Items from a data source
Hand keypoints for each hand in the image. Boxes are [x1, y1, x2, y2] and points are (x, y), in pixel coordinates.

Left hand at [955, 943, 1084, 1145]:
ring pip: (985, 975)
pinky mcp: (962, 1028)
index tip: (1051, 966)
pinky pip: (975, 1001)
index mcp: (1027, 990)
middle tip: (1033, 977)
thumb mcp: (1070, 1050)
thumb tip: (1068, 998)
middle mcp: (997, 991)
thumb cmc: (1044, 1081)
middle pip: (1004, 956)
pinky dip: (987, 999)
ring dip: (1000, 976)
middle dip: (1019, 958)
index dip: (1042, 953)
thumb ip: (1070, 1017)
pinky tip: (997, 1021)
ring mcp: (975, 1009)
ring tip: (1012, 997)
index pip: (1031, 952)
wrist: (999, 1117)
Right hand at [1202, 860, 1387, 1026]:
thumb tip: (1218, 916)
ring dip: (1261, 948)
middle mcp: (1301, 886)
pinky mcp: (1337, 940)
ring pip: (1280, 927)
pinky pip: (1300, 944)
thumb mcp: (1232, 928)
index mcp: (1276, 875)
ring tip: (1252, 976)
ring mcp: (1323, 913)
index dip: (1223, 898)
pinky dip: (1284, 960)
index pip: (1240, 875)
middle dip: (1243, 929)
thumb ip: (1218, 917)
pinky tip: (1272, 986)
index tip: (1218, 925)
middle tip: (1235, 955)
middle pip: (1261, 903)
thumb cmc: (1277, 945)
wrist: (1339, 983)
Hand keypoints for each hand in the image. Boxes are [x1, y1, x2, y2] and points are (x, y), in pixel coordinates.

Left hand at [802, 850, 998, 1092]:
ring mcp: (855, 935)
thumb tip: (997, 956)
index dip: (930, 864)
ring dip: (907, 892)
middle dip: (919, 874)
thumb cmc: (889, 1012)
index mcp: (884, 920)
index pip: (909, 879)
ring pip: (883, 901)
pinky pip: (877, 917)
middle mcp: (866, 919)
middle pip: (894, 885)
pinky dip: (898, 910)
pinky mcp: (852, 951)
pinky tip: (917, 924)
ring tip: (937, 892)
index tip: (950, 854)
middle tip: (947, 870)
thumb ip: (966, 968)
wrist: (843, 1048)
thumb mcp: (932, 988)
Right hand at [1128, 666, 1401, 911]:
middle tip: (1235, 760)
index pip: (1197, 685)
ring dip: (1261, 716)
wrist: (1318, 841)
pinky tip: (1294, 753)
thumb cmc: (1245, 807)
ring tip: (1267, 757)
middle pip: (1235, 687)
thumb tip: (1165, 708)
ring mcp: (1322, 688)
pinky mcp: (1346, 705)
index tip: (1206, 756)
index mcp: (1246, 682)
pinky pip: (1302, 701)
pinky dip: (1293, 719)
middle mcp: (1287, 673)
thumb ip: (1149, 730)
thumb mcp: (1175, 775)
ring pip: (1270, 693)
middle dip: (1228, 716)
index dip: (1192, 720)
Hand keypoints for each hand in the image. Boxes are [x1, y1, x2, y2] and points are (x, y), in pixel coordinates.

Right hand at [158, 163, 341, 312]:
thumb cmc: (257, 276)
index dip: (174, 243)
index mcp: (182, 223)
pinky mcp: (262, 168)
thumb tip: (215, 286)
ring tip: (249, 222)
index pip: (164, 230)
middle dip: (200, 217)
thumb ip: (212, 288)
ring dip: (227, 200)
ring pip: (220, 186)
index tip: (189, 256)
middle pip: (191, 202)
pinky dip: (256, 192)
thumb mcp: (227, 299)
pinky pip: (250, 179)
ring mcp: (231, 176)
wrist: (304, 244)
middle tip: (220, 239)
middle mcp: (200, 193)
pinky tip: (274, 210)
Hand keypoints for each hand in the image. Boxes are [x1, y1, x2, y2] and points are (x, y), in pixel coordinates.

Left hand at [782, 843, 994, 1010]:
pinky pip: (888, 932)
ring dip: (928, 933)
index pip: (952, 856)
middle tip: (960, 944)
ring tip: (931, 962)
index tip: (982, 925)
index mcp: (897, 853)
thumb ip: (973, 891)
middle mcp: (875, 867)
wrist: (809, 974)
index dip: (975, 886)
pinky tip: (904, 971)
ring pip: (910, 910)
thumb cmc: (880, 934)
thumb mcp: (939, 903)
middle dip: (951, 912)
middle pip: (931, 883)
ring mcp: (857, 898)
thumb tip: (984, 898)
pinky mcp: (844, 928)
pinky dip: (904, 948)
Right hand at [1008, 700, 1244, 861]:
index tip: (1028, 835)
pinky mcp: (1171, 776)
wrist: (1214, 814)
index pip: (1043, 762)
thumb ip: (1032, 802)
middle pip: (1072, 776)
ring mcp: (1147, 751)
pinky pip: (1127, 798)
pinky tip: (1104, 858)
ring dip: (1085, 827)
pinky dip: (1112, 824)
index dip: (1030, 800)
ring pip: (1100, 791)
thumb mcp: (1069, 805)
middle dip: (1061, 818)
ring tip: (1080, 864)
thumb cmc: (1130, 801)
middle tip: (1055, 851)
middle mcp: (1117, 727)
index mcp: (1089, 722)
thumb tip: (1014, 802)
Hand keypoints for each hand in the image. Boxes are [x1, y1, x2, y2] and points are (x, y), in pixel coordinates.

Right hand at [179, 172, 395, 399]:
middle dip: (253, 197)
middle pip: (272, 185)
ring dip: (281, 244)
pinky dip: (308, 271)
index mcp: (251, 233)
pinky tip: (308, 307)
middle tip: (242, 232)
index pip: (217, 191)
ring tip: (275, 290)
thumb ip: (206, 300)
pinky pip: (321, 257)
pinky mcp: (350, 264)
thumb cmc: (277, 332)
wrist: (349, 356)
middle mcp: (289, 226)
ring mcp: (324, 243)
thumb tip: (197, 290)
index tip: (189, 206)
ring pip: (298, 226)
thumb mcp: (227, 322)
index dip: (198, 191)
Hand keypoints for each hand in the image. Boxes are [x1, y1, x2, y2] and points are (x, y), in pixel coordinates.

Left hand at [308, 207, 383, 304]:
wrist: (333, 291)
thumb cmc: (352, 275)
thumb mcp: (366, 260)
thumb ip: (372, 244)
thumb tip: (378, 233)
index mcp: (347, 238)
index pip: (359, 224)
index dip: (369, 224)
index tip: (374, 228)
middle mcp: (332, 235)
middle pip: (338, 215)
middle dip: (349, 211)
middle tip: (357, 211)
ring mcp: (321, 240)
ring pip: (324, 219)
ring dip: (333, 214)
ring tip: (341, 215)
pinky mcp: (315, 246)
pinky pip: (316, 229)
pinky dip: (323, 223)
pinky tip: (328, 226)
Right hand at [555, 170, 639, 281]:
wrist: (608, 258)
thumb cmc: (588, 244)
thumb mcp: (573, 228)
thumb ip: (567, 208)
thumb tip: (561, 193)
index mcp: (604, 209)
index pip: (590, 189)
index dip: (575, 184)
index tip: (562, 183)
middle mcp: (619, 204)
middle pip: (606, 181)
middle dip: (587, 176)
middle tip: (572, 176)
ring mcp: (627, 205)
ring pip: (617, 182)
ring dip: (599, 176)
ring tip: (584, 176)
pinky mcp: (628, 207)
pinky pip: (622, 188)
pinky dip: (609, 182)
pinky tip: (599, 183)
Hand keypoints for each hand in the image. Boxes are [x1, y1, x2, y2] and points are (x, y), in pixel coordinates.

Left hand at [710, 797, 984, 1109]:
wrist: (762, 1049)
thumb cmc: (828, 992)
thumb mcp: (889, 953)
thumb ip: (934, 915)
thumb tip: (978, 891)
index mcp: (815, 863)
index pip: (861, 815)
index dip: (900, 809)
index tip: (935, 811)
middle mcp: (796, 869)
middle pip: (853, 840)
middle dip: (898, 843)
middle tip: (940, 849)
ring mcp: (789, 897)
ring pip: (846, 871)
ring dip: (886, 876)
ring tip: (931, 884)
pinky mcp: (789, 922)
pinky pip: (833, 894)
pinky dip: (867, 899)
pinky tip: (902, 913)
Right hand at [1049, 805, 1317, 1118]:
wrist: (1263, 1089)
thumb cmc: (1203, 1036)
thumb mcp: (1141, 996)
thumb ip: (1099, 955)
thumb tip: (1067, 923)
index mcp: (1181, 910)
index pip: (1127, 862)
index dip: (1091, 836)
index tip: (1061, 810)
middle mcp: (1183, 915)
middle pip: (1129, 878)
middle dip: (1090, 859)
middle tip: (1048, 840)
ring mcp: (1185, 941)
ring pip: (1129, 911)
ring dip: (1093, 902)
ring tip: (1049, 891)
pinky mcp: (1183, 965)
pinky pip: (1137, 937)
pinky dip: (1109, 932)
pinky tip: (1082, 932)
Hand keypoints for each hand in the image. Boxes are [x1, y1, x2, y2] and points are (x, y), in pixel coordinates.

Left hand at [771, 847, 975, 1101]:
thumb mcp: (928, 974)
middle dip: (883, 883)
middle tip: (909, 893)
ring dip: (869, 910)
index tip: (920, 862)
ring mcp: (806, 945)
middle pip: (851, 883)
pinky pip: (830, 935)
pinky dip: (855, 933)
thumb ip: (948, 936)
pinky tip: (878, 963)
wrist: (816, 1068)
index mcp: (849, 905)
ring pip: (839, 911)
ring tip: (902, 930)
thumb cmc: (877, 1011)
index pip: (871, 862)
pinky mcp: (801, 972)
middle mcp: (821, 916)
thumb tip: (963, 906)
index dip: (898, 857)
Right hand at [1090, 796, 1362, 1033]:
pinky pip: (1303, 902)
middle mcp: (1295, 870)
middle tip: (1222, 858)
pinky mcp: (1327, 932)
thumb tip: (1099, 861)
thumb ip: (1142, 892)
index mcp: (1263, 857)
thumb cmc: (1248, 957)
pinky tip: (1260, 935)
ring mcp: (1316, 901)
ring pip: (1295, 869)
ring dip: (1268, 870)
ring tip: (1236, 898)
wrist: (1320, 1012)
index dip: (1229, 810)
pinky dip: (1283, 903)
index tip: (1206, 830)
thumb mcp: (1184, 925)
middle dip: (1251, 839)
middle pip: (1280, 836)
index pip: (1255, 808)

» **WHAT THE TASK ASKS**:
Reproduce each line of the entries above from the one containing "ring pip: (839, 911)" through the last, exactly, and no other line.

» **RESPONSE AREA**:
ring pip: (839, 911)
ring tip: (902, 930)
thumb cmc: (877, 1011)
index pip: (871, 862)
pinky mcp: (801, 972)
middle mcp: (821, 916)
thumb tip: (963, 906)
index dip: (898, 857)
Right hand at [1090, 796, 1362, 1033]:
pinky pip: (1303, 902)
middle mcp: (1295, 870)
middle tip: (1222, 858)
pinky mcp: (1327, 932)
thumb tip: (1099, 861)
thumb ip: (1142, 892)
index mcp: (1263, 857)
thumb cmc: (1248, 957)
pinky tip: (1260, 935)
ring mcp: (1316, 901)
ring pip: (1295, 869)
ring dip: (1268, 870)
ring tip: (1236, 898)
wrist: (1320, 1012)
index dip: (1229, 810)
pinky dip: (1283, 903)
index tip: (1206, 830)
thumb mcp: (1184, 925)
middle dip: (1251, 839)
middle pip: (1280, 836)
index pip: (1255, 808)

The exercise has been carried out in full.